Die Kosten sind allerdings nicht immer als finanzielle Kosten zu sehen, auch ein Umstand kann die Mitarbeiter von Schutzverfahren abhalten. Dafür gibt es zahlreiche Beispiele. So ist E-Mail-Verkehr in fast allen Unternehmen unverschlüsselt. Das liegt daran, dass es zwei Verfahren gibt, PGP und S/MIME. Erstes ist umständlicher, da alle Kommunikationspartner einmalig verifiziert werden müssen. Zweites bietet keine Sicherheit vor staatlicher Spionage und verursacht regelmäßige Kosten. [1, S.62 ff.] Will man mit allen Kunden sicher Kommunizieren, so ist es im Moment nötig beide Verfahren zu unterstützen, da unterschiedliche Kunden unterschiedliche Verfahren nutzen. Kommt nun noch der Umstand dazu, dass der Kunde keins der beiden Verfahren unterstützt, ist eine sichere Kommunikation sogar unmöglich.

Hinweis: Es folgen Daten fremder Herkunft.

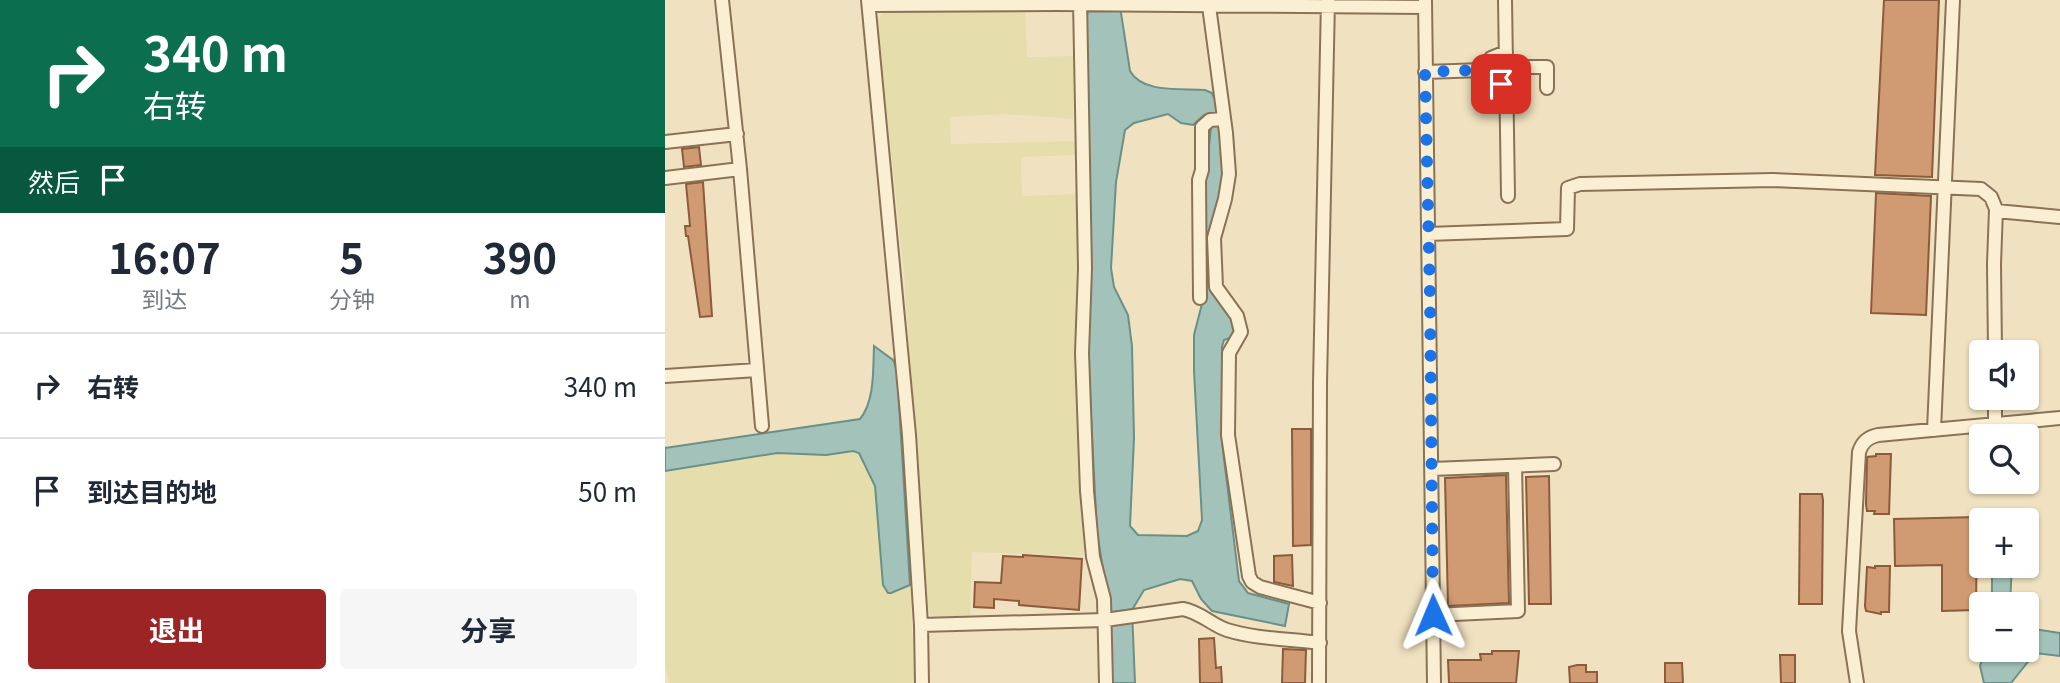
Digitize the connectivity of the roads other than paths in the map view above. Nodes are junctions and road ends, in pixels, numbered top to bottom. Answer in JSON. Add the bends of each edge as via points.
{"nodes":[{"id":1,"x":722,"y":0,"type":"edge"},
{"id":2,"x":1505,"y":0,"type":"edge"},
{"id":3,"x":1953,"y":0,"type":"edge"},
{"id":4,"x":868,"y":2,"type":"edge"},
{"id":5,"x":1082,"y":3,"type":"edge"},
{"id":6,"x":1327,"y":3,"type":"edge"},
{"id":7,"x":1425,"y":3,"type":"edge"},
{"id":8,"x":1206,"y":4,"type":"edge"},
{"id":9,"x":1506,"y":52,"type":"junction"},
{"id":10,"x":1506,"y":67,"type":"junction"},
{"id":11,"x":1483,"y":70,"type":"junction"},
{"id":12,"x":1425,"y":72,"type":"junction"},
{"id":13,"x":1507,"y":85,"type":"junction"},
{"id":14,"x":1547,"y":88,"type":"dead end"},
{"id":15,"x":1217,"y":120,"type":"junction"},
{"id":16,"x":737,"y":134,"type":"junction"},
{"id":17,"x":665,"y":142,"type":"edge"},
{"id":18,"x":740,"y":169,"type":"junction"},
{"id":19,"x":665,"y":178,"type":"edge"},
{"id":20,"x":1945,"y":187,"type":"junction"},
{"id":21,"x":1508,"y":196,"type":"dead end"},
{"id":22,"x":1996,"y":211,"type":"junction"},
{"id":23,"x":2060,"y":217,"type":"edge"},
{"id":24,"x":1429,"y":234,"type":"junction"},
{"id":25,"x":1200,"y":298,"type":"dead end"},
{"id":26,"x":1995,"y":340,"type":"edge"},
{"id":27,"x":757,"y":370,"type":"junction"},
{"id":28,"x":665,"y":376,"type":"edge"},
{"id":29,"x":1995,"y":410,"type":"edge"},
{"id":30,"x":2060,"y":418,"type":"edge"},
{"id":31,"x":1995,"y":424,"type":"joint"},
{"id":32,"x":762,"y":426,"type":"dead end"},
{"id":33,"x":1969,"y":427,"type":"edge"},
{"id":34,"x":1934,"y":430,"type":"junction"},
{"id":35,"x":1554,"y":464,"type":"dead end"},
{"id":36,"x":1515,"y":466,"type":"junction"},
{"id":37,"x":1432,"y":469,"type":"junction"},
{"id":38,"x":1320,"y":603,"type":"junction"},
{"id":39,"x":1433,"y":615,"type":"junction"},
{"id":40,"x":1106,"y":620,"type":"junction"},
{"id":41,"x":921,"y":625,"type":"junction"},
{"id":42,"x":1319,"y":643,"type":"junction"},
{"id":43,"x":922,"y":683,"type":"edge"},
{"id":44,"x":1106,"y":683,"type":"edge"},
{"id":45,"x":1319,"y":683,"type":"edge"},
{"id":46,"x":1433,"y":683,"type":"edge"},
{"id":47,"x":1857,"y":683,"type":"edge"}],
"edges":[{"from":1,"to":16,"type":"street"},
{"from":2,"to":9,"type":"street"},
{"from":3,"to":20,"type":"street"},
{"from":4,"to":5,"type":"street"},
{"from":4,"to":41,"type":"street","via":[[902,354]]},
{"from":5,"to":8,"type":"street"},
{"from":5,"to":40,"type":"street","via":[[1082,353],[1087,491],[1093,557]]},
{"from":6,"to":7,"type":"street"},
{"from":6,"to":8,"type":"street"},
{"from":6,"to":38,"type":"street"},
{"from":7,"to":12,"type":"street"},
{"from":8,"to":15,"type":"street"},
{"from":9,"to":10,"type":"street"},
{"from":9,"to":11,"type":"street","via":[[1491,58]]},
{"from":10,"to":13,"type":"street"},
{"from":10,"to":14,"type":"street","via":[[1547,67]]},
{"from":11,"to":12,"type":"street"},
{"from":11,"to":13,"type":"street","via":[[1492,80]]},
{"from":12,"to":24,"type":"street"},
{"from":13,"to":21,"type":"street"},
{"from":15,"to":25,"type":"street","via":[[1202,127]]},
{"from":15,"to":38,"type":"street","via":[[1229,174],[1214,238],[1216,287],[1237,316],[1241,332],[1229,353],[1228,435],[1249,576],[1260,587]]},
{"from":16,"to":17,"type":"street"},
{"from":16,"to":18,"type":"street"},
{"from":18,"to":19,"type":"street"},
{"from":18,"to":27,"type":"street"},
{"from":20,"to":22,"type":"street","via":[[1985,191]]},
{"from":20,"to":24,"type":"street","via":[[1773,180],[1580,184],[1568,188],[1567,229]]},
{"from":20,"to":34,"type":"street"},
{"from":22,"to":23,"type":"street"},
{"from":22,"to":26,"type":"street"},
{"from":24,"to":37,"type":"street"},
{"from":27,"to":28,"type":"street"},
{"from":27,"to":32,"type":"street"},
{"from":29,"to":31,"type":"street"},
{"from":30,"to":31,"type":"street"},
{"from":33,"to":34,"type":"street"},
{"from":34,"to":47,"type":"street","via":[[1873,436],[1859,452],[1850,631]]},
{"from":35,"to":36,"type":"street"},
{"from":36,"to":37,"type":"street"},
{"from":36,"to":39,"type":"street","via":[[1518,611]]},
{"from":37,"to":39,"type":"street"},
{"from":38,"to":42,"type":"street"},
{"from":39,"to":46,"type":"street"},
{"from":40,"to":41,"type":"street"},
{"from":40,"to":42,"type":"street","via":[[1188,610],[1231,631]]},
{"from":40,"to":44,"type":"street"},
{"from":41,"to":43,"type":"street"},
{"from":42,"to":45,"type":"street"}]}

Das kann zum Beispiel daran liegen, dass der Kunde gar keinen Vorteil von Verschlüsselung hat.

Massive Beeinträchtigungen für die bekannten Prozessabläufe treten auf, wenn die Firma Sicherheitsrichtlinien einführt. Diese sind für die Mitarbeiter häufig nicht nachvollziehbar. Es wird kein Nutzen erkannt, sondern nur der Mehraufwand und die Einschränkungen, die sie dadurch haben. Zudem nutzen solche Maßnahmen nur, wenn sie in einem Gesamtkonzept stehen und von Profis aufeinander abgestimmt werden. Solche Sicherheitsbeauftragten kosten aber viel Geld. In einem sogenannten Audit sollte, bevor konkrete Maßnahmen ergriffen werden, erst einmal eine ausführliche Analyse stattfinden, die mögliche Schwachstellen aufzeigt. [2, S.173 f.]

Häufige Maßnahmen sind das Verbot selbstmitgebrachter Medien, da sie manipuliert sein können, insbesondere USB-Sticks. [3] Auch Firewalls werden in vielen Unternehmen genutzt. Gerade in Kleinunternehmen werden diese oft von externen Firmen eingerichtet. Sie können aber viele Services unbrauchbar machen. Funktionieren verschiedene Programme nicht, werden die Probleme gegoogelt, statt sie Profis zu übergeben. Mittels Blogs und Foren werden dann die Firewalls umkonfiguriert oder im schlimmsten Fall hardwareseitig überbrückt. Die gravierenden Folgen sind: 1. Der Mitarbeiter sieht die Firewall nicht als Schutz, sondern nur als nutzloses Hindernis. 2. Das Unternehmen ist wesentlich ungeschützter.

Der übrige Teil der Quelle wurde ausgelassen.